### Dataset content ###

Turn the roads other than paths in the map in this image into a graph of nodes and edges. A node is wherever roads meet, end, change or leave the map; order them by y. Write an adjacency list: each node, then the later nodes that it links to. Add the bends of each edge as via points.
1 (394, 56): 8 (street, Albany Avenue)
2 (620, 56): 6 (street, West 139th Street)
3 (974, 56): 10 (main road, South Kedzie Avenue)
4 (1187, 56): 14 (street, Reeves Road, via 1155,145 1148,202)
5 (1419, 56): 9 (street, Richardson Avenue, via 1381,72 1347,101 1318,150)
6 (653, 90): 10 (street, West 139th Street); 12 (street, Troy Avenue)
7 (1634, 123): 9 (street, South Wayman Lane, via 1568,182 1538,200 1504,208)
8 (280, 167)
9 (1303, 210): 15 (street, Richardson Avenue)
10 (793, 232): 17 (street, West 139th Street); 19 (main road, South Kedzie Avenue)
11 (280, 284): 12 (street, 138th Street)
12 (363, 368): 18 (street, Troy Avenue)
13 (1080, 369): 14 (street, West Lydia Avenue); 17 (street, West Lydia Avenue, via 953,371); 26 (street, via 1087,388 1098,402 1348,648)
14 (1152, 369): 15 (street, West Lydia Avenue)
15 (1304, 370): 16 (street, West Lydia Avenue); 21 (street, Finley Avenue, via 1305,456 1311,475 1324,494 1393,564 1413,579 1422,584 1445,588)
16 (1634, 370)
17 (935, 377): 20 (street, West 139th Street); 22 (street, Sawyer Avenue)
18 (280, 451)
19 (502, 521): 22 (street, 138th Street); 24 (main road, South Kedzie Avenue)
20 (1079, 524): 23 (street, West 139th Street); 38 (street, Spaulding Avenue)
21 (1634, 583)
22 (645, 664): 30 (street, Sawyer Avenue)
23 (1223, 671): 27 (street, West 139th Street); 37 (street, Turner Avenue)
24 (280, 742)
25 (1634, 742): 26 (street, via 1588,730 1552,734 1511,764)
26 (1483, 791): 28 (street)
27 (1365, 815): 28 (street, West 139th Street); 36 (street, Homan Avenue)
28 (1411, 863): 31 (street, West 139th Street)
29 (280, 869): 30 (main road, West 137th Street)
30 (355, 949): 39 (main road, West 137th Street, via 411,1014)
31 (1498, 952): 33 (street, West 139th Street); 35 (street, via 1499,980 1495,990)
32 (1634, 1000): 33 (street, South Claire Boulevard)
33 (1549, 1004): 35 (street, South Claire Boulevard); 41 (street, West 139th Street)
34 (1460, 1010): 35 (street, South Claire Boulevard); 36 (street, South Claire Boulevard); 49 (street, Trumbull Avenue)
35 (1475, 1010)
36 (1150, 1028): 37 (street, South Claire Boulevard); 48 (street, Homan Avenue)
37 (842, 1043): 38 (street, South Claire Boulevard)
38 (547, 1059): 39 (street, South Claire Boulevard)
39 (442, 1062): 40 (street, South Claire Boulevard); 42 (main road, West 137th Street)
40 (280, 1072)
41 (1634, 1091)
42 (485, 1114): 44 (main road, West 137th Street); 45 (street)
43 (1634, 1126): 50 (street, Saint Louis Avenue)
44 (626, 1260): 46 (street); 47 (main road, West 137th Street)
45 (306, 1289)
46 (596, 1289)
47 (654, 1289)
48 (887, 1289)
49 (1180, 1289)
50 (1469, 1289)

###

* [Instructions for the task]
For each line of the material that includes the word "Kedzie", make a copy.

* [Finished exercise]
3 (974, 56): 10 (main road, South Kedzie Avenue)
10 (793, 232): 17 (street, West 139th Street); 19 (main road, South Kedzie Avenue)
19 (502, 521): 22 (street, 138th Street); 24 (main road, South Kedzie Avenue)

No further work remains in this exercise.